> [GIVEN INFORMATION]
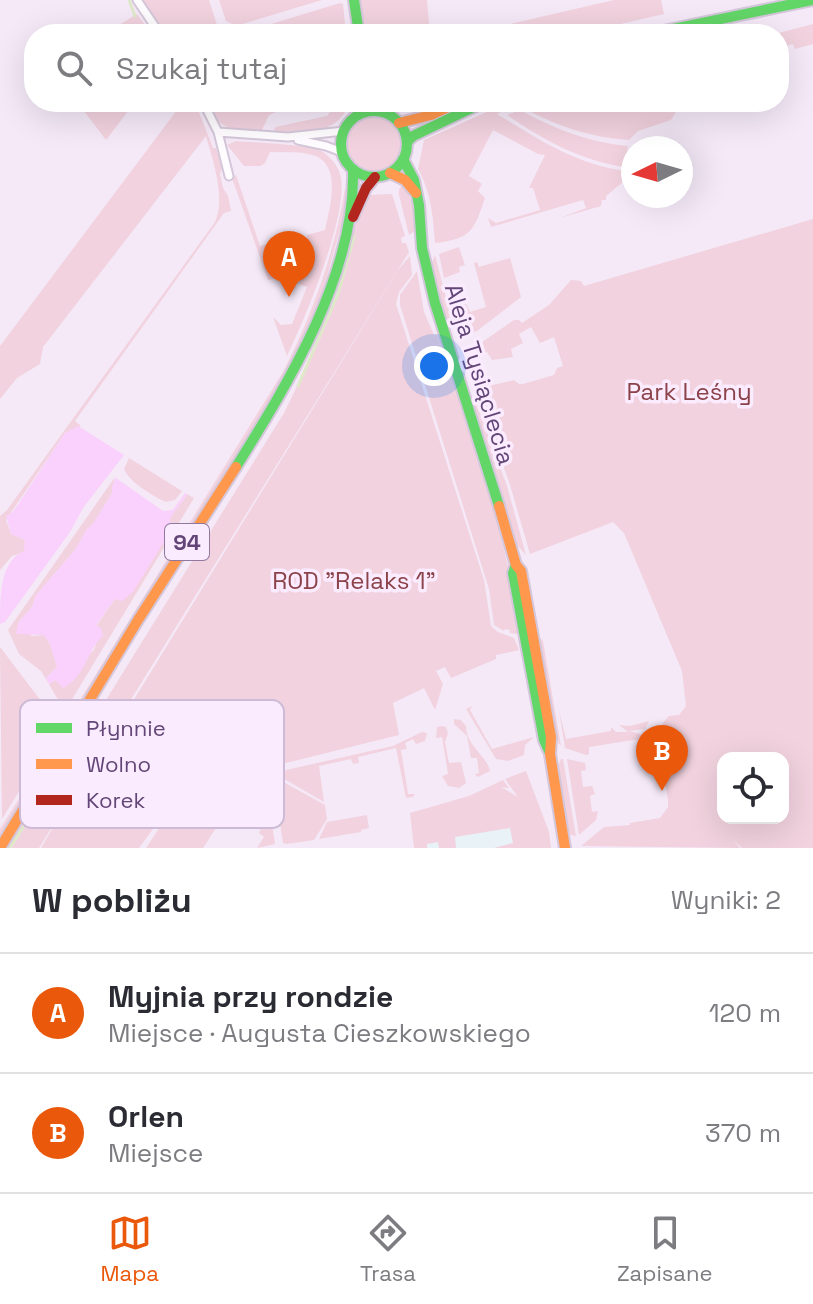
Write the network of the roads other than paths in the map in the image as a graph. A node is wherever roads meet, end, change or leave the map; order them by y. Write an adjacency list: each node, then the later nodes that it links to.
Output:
1 (137, 0): 4 (street)
2 (354, 0): 5 (main road)
3 (812, 0): 6 (main road)
4 (153, 24)
5 (358, 24)
6 (697, 24)
7 (208, 112): 15 (street)
8 (358, 112): 12 (main road)
9 (381, 112): 12 (main road); 13 (main road)
10 (437, 112): 13 (main road)
11 (463, 112): 17 (main road)
12 (357, 116): 14 (main road)
13 (399, 123): 17 (main road)
14 (344, 131): 16 (street); 18 (main road)
15 (218, 132): 16 (street); 22 (street)
16 (288, 137): 18 (street)
17 (407, 142): 19 (main road)
18 (342, 152): 20 (main road)
19 (403, 159): 21 (main road); 24 (main road, Aleja Tysiąclecia)
20 (353, 169): 23 (main road); 25 (main road, 94)
21 (390, 173): 23 (main road); 24 (main road)
22 (229, 176)
23 (375, 177): 25 (main road, 94)
24 (416, 193): 29 (main road, Aleja Tysiąclecia)
25 (349, 225): 26 (main road, 94)
26 (91, 700)
27 (20, 816): 28 (main road, 94)
28 (0, 848)
29 (565, 848)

> [ACTION ITEM]
In your copy, include no pictures, but set down every record exactly.

> [EXERCISE OUTPUT]
Write the network of the roads other than paths in the map in the image as a graph. A node is wherever roads meet, end, change or leave the map; order them by y. Write an adjacency list: each node, then the later nodes that it links to.
Output:
1 (137, 0): 4 (street)
2 (354, 0): 5 (main road)
3 (812, 0): 6 (main road)
4 (153, 24)
5 (358, 24)
6 (697, 24)
7 (208, 112): 15 (street)
8 (358, 112): 12 (main road)
9 (381, 112): 12 (main road); 13 (main road)
10 (437, 112): 13 (main road)
11 (463, 112): 17 (main road)
12 (357, 116): 14 (main road)
13 (399, 123): 17 (main road)
14 (344, 131): 16 (street); 18 (main road)
15 (218, 132): 16 (street); 22 (street)
16 (288, 137): 18 (street)
17 (407, 142): 19 (main road)
18 (342, 152): 20 (main road)
19 (403, 159): 21 (main road); 24 (main road, Aleja Tysiąclecia)
20 (353, 169): 23 (main road); 25 (main road, 94)
21 (390, 173): 23 (main road); 24 (main road)
22 (229, 176)
23 (375, 177): 25 (main road, 94)
24 (416, 193): 29 (main road, Aleja Tysiąclecia)
25 (349, 225): 26 (main road, 94)
26 (91, 700)
27 (20, 816): 28 (main road, 94)
28 (0, 848)
29 (565, 848)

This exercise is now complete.